## INSTRUCTIONS FOR THE TASK:
Look through the entries below, please, and copy every line with the word "nodes".

## DATA SUPPLIED:
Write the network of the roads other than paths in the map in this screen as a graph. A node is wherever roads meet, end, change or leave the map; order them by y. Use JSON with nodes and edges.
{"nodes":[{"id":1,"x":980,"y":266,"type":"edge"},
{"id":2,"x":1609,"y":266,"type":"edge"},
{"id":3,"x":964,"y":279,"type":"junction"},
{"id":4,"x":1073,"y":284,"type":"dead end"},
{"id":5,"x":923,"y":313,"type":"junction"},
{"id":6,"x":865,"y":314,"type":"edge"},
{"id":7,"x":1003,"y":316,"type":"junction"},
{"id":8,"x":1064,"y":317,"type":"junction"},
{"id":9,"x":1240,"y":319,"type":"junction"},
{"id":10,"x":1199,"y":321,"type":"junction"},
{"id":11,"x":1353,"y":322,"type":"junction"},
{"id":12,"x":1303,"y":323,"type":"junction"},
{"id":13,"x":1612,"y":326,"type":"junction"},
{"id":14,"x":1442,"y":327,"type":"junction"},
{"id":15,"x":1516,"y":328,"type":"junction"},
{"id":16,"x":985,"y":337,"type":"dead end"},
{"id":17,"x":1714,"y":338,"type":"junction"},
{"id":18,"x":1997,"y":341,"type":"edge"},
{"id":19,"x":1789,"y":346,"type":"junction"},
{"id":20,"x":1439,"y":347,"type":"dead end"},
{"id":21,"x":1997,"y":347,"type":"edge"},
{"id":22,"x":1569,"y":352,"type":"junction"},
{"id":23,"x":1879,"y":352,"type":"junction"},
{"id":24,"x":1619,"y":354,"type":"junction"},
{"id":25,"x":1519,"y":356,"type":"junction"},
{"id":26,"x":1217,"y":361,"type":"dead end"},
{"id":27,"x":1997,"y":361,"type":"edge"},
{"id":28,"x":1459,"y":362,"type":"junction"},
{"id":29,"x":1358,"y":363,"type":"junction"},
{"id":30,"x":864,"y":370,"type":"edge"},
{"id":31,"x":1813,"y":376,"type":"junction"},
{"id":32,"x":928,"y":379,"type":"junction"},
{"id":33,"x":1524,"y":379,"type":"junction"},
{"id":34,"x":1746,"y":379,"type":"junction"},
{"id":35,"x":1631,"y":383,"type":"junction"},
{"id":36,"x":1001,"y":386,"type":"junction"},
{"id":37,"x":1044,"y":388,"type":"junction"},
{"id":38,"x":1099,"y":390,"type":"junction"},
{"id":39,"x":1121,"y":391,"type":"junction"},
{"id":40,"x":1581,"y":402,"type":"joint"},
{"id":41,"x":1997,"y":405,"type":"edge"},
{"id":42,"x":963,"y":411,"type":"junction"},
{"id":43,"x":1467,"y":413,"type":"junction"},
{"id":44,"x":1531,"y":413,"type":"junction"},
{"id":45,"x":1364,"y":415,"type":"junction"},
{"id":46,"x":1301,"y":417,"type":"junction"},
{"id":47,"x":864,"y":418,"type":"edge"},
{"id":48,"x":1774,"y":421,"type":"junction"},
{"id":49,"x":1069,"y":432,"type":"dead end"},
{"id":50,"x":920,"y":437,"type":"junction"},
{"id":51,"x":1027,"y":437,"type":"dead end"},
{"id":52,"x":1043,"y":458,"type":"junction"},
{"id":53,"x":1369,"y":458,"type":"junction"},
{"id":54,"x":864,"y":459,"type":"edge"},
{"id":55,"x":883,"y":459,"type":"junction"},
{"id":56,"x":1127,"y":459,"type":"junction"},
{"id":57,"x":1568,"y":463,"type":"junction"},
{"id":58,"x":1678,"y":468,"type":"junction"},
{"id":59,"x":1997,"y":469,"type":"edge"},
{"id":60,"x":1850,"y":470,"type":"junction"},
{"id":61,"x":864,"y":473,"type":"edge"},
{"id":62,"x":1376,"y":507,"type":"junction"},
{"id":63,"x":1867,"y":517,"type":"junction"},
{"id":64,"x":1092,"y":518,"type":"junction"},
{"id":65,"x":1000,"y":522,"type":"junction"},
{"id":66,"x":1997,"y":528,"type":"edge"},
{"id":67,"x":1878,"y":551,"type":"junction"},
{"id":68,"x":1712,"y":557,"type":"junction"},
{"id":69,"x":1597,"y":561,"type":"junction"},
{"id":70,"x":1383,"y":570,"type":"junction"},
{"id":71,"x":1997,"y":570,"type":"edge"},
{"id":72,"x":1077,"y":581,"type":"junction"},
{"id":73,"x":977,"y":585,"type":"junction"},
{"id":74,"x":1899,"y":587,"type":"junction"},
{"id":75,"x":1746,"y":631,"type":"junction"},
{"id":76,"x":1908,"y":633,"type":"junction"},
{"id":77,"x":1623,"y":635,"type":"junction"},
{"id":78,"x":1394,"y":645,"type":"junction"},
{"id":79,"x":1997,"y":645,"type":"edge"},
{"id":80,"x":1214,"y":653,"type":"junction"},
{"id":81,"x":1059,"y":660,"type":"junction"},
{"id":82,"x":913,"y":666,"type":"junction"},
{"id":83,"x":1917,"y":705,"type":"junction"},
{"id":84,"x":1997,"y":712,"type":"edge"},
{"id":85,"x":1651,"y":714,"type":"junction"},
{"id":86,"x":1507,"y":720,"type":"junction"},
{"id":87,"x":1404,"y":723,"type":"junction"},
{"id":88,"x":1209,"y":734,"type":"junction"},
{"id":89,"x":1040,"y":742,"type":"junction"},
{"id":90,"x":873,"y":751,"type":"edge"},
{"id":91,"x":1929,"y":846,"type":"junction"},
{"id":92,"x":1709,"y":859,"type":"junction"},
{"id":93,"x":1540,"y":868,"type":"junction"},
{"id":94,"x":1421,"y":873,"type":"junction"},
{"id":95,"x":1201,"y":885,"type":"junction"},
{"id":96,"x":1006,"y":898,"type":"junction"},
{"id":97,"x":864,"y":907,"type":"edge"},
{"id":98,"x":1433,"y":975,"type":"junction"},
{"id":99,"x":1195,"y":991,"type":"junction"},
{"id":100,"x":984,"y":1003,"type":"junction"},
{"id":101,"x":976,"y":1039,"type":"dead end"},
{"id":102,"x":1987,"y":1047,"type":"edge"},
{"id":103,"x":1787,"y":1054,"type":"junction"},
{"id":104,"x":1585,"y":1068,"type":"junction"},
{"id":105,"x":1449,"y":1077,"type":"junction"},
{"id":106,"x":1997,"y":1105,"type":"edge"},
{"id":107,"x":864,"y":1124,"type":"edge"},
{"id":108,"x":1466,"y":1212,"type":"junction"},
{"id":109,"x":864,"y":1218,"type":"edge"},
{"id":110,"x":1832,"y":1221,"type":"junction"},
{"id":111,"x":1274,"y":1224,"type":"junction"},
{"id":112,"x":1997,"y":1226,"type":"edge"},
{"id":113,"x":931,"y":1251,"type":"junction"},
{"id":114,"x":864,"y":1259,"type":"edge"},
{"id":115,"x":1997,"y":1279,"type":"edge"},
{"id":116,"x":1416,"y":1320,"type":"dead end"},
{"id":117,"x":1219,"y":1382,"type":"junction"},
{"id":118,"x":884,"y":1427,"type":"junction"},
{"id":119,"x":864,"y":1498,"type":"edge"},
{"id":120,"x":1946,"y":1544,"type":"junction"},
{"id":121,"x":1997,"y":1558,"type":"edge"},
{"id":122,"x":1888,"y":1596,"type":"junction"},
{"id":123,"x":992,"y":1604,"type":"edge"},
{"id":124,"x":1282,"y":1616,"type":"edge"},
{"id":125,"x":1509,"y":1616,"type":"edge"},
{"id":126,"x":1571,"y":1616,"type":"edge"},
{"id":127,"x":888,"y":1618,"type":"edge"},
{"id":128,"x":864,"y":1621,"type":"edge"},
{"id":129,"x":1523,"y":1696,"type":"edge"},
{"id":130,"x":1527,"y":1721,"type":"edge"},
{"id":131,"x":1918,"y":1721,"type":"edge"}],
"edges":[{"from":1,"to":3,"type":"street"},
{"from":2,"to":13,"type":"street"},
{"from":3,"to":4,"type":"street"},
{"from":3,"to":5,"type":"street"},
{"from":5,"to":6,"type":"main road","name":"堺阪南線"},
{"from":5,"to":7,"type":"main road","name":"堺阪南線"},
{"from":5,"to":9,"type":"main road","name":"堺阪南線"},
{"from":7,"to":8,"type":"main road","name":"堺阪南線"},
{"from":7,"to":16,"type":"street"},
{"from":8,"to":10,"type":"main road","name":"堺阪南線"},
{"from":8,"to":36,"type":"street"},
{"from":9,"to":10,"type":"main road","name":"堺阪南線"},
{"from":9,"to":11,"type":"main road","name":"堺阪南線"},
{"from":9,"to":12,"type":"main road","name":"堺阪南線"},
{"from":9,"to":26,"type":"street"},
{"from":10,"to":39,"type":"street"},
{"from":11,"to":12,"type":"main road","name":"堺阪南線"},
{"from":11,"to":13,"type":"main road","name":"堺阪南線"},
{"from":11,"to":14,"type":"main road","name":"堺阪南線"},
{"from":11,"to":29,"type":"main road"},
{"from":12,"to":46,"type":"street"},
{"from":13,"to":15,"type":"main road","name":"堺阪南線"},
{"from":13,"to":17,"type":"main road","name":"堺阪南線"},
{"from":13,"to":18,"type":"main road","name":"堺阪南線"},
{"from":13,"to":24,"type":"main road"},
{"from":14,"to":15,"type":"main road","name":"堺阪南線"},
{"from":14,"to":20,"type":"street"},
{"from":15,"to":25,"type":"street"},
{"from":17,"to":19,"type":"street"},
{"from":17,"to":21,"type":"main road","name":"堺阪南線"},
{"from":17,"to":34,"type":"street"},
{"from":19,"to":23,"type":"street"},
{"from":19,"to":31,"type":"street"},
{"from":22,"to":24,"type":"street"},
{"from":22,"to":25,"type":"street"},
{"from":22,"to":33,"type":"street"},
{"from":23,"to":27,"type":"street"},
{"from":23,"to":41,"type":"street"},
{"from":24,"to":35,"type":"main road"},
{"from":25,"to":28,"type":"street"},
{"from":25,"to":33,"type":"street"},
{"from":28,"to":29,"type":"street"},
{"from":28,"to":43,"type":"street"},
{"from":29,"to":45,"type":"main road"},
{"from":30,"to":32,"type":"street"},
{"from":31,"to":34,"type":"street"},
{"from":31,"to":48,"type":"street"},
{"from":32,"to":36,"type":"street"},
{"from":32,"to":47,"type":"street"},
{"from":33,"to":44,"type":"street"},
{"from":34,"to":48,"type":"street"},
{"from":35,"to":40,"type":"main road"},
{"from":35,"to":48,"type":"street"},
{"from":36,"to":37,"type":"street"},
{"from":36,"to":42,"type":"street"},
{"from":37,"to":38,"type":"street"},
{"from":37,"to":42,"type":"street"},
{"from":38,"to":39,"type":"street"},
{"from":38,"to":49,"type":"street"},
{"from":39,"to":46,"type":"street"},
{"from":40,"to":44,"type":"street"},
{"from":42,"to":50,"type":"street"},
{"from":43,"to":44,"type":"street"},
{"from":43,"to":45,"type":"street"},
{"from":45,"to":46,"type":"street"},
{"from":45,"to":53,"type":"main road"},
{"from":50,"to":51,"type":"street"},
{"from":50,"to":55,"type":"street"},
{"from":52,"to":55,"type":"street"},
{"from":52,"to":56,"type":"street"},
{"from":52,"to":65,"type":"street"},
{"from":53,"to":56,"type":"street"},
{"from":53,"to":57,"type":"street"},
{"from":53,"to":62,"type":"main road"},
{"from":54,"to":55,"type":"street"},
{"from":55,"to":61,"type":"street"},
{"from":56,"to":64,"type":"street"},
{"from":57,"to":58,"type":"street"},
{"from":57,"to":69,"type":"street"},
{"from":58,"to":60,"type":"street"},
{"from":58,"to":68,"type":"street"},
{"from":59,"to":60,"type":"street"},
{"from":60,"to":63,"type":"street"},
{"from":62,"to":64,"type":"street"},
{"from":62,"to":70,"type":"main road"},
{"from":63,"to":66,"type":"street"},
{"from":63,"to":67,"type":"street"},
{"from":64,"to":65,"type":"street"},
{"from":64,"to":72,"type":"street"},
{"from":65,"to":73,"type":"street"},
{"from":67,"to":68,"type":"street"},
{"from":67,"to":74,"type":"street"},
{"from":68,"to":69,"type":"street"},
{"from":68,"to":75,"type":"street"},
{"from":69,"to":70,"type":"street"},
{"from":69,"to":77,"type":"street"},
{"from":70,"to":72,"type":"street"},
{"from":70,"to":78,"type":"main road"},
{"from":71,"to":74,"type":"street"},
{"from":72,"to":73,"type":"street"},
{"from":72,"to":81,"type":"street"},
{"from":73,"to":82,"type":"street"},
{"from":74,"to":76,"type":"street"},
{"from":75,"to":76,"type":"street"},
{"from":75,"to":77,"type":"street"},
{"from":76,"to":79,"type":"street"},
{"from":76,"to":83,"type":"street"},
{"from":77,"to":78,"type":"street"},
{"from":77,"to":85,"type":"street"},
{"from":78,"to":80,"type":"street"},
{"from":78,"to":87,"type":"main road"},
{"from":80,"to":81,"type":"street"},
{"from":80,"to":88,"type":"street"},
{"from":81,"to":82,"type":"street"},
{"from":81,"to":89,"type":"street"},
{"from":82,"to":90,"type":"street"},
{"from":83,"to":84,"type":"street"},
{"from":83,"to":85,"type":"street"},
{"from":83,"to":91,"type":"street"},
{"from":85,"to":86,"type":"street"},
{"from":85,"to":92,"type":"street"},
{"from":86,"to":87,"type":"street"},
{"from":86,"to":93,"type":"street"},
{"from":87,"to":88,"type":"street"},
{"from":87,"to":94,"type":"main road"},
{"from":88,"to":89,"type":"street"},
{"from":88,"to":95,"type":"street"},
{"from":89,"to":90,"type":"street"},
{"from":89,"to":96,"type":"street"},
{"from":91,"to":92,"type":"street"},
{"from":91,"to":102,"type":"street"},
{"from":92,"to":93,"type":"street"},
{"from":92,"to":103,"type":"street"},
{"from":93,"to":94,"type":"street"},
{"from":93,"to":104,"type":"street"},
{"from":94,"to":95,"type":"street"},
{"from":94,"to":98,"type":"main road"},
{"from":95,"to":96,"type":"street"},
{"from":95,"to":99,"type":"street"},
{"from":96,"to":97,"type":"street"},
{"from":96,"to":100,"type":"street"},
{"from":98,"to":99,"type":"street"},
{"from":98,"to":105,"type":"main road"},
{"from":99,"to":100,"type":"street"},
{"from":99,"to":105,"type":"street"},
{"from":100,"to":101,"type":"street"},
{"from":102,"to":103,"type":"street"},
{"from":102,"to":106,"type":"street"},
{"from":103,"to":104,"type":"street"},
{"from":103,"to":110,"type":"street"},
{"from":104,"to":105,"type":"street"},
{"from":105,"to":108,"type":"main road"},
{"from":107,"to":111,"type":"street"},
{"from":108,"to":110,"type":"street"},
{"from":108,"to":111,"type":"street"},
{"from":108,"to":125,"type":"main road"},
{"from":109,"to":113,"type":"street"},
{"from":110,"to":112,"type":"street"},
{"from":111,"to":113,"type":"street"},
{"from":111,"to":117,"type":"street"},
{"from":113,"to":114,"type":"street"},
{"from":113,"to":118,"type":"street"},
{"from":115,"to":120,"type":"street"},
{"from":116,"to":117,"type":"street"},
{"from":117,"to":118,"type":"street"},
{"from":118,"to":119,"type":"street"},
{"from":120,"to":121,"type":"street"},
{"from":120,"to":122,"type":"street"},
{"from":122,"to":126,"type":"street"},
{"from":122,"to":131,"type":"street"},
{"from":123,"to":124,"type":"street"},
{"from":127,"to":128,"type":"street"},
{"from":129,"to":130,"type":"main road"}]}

## RESPONSE FOR THIS EXERCISE:
Write the network of the roads other than paths in the map in this screen as a graph. A node is wherever roads meet, end, change or leave the map; order them by y. Use JSON with nodes and edges.
{"nodes":[{"id":1,"x":980,"y":266,"type":"edge"},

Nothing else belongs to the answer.